Local–overall interactive buckling behaviour of welded stainless steel I-section columns

Abstract

The local–overall interactive buckling behaviour of welded stainless steel I-section columns was experimentally and numerically examined in this study. A total of ten test specimens were fabricated from hot-rolled stainless steel plates and axially loaded between two pin-ended supports. The specimens failed by local–overall interactive buckling about the minor axis. Prior to the member testing, material properties, residual stresses and initial local and global geometric imperfections were all accurately determined. Detailed finite element (FE) models, capable of simulating the interactive buckling behaviour and predicting the ultimate capacity of welded stainless steel I-section columns, were validated against the obtained test results.
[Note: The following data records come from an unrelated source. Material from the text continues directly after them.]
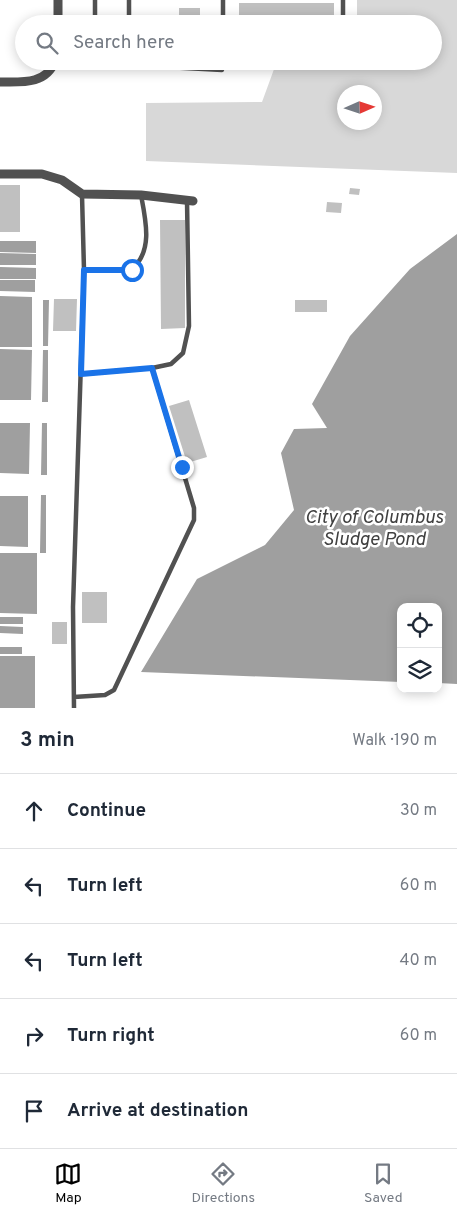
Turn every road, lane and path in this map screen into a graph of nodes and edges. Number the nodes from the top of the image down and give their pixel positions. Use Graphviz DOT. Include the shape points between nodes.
graph roads {
  1 [pos="58,0"];
  2 [pos="95,0"];
  3 [pos="129,0"];
  4 [pos="223,0"];
  5 [pos="343,0"];
  6 [pos="58,15"];
  7 [pos="95,15"];
  8 [pos="129,15"];
  9 [pos="223,15"];
  10 [pos="343,15"];
  11 [pos="51,70"];
  12 [pos="0,82"];
  13 [pos="0,174"];
  14 [pos="82,194"];
  15 [pos="142,195"];
  16 [pos="190,201"];
  17 [pos="84,270"];
  18 [pos="152,368"];
  19 [pos="81,374"];
  20 [pos="74,697"];
  21 [pos="74,708"];
  1 -- 6 [label="street"];
  2 -- 7 [label="lane"];
  3 -- 8 [label="lane"];
  4 -- 9 [label="lane"];
  5 -- 10 [label="lane"];
  11 -- 12 [label="street" via="36,81"];
  13 -- 14 [label="street" via="42,174 62,180"];
  14 -- 15 [label="street"];
  14 -- 17 [label="lane"];
  15 -- 16 [label="street"];
  15 -- 17 [label="lane" via="146,225 145,249 140,262 132,270"];
  16 -- 18 [label="lane" via="189,326 183,353 171,364"];
  17 -- 19 [label="lane"];
  18 -- 19 [label="lane"];
  18 -- 20 [label="lane" via="194,508 194,520 114,690 105,695"];
  19 -- 20 [label="lane" via="73,607"];
  20 -- 21 [label="lane"];
}
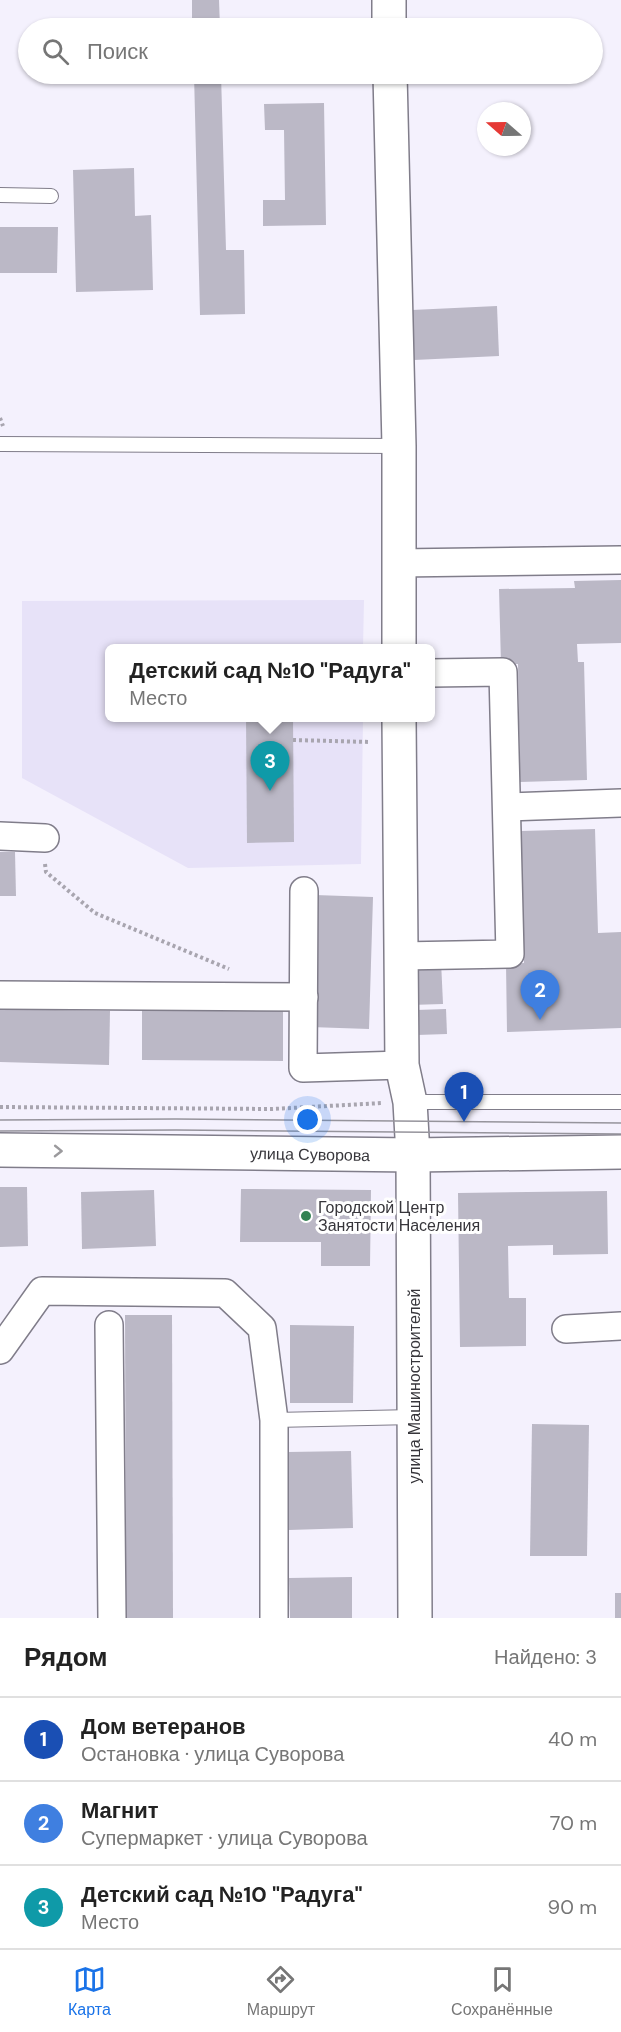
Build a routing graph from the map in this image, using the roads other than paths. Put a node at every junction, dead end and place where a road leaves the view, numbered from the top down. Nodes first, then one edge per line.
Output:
1 (389, 0) edge
2 (389, 18) edge
3 (390, 84) edge
4 (0, 195) edge
5 (51, 196) dead end
6 (0, 444) edge
7 (399, 446) junction
8 (621, 560) edge
9 (398, 563) junction
10 (399, 644) edge
11 (435, 673) edge
12 (398, 729) edge
13 (621, 803) edge
14 (507, 807) junction
15 (0, 836) edge
16 (45, 838) road end
17 (304, 891) dead end
18 (401, 956) junction
19 (0, 995) edge
20 (304, 998) junction
21 (402, 1065) junction
22 (410, 1102) junction
23 (621, 1102) edge
24 (0, 1150) edge
25 (621, 1152) edge
26 (414, 1155) junction
27 (109, 1325) dead end
28 (621, 1326) edge
29 (566, 1329) dead end
30 (0, 1350) edge
31 (414, 1417) junction
32 (274, 1420) junction
33 (112, 1618) edge
34 (274, 1618) edge
35 (415, 1618) edge

1 - 2 street
3 - 7 street
4 - 5 lane
6 - 7 lane
7 - 9 street
8 - 9 street
9 - 10 street
11 - 14 street
12 - 18 street, улица Машиностроителей
13 - 14 street
14 - 18 street
15 - 16 street
17 - 20 street
18 - 21 street, улица Машиностроителей
19 - 20 street
20 - 21 street
21 - 22 street, улица Машиностроителей
22 - 23 lane
22 - 26 street, улица Машиностроителей
24 -> 26 street, улица Суворова
25 - 26 street, улица Суворова
26 - 31 street, улица Машиностроителей
27 - 33 street
28 - 29 street
30 - 32 street
31 - 32 lane
31 - 35 street, улица Машиностроителей
32 - 34 street

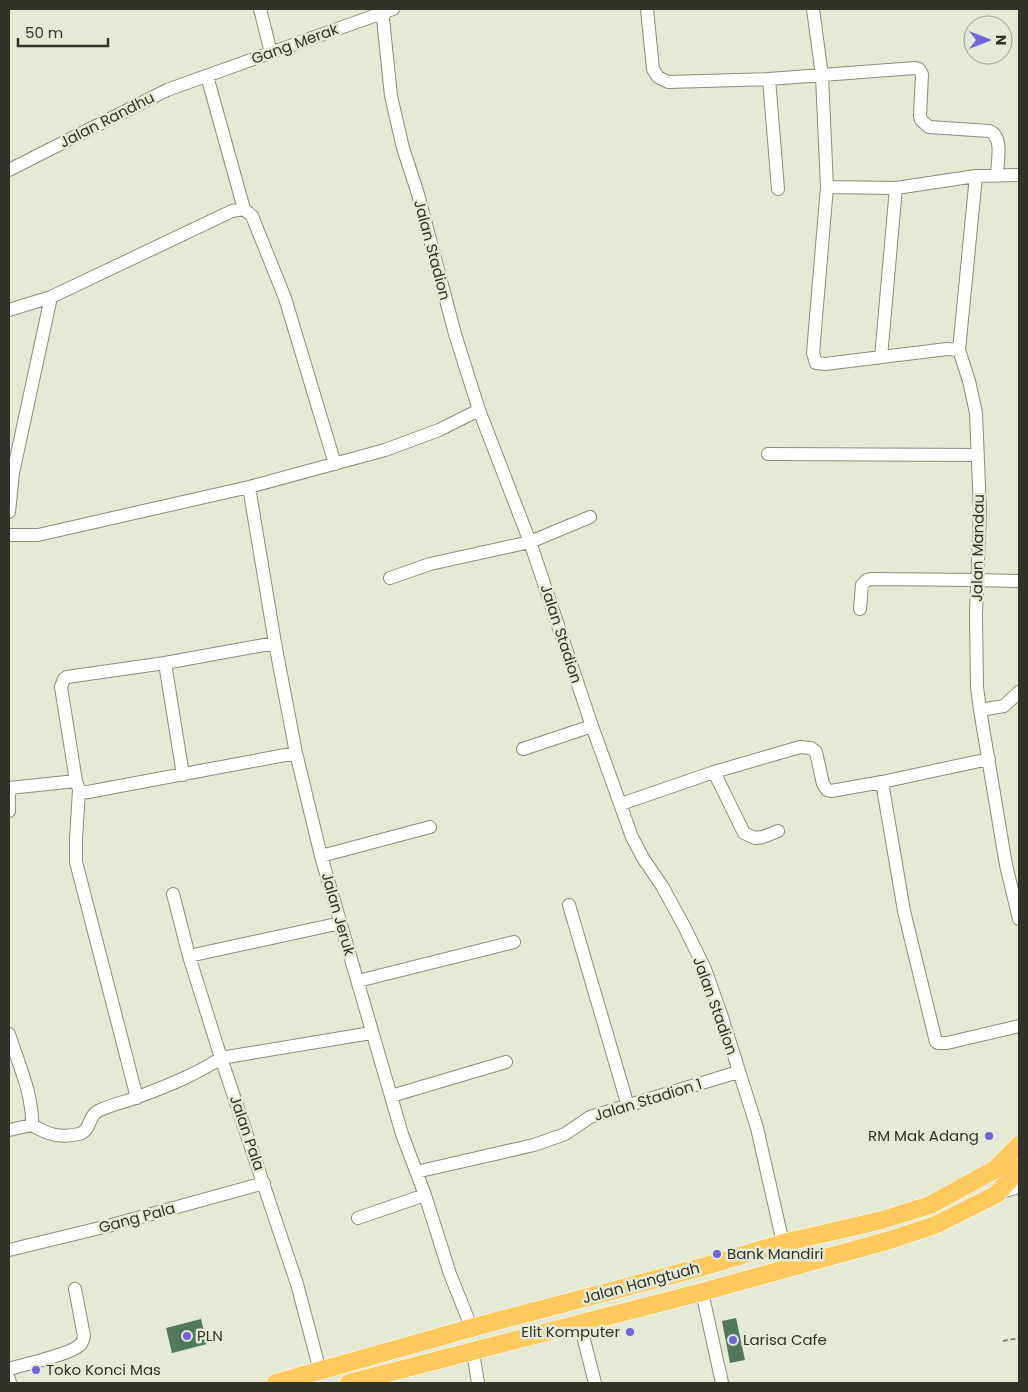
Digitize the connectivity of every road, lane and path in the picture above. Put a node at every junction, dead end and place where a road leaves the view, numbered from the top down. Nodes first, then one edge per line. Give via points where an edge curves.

The validated FE models were subsequently used to carry out systematic parametric studies, exploring the influences of the key input parameters, including the welding residual stresses, initial geometric imperfections, material properties and slenderness ratios. The generated test and numerical results were then used to assess the accuracy of a series of existing design methods: Eurocode 3 Part 1.4 and the design proposal of Rasmussen and Rondal, both of which employ the effective width concept, and the two separate design proposals of Becque et al. in the EN 1993-1-4 and AS/NZS 4673 formats and the proposal of Huang and Young, all of which are based on the direct strength method (DSM). Based upon the assembled data points, two separate design curves are proposed herein for austenitic and duplex stainless steels, which have been demonstrated to offer very accurate strength predictions for welded stainless steel I-section columns undergoing interactive buckling.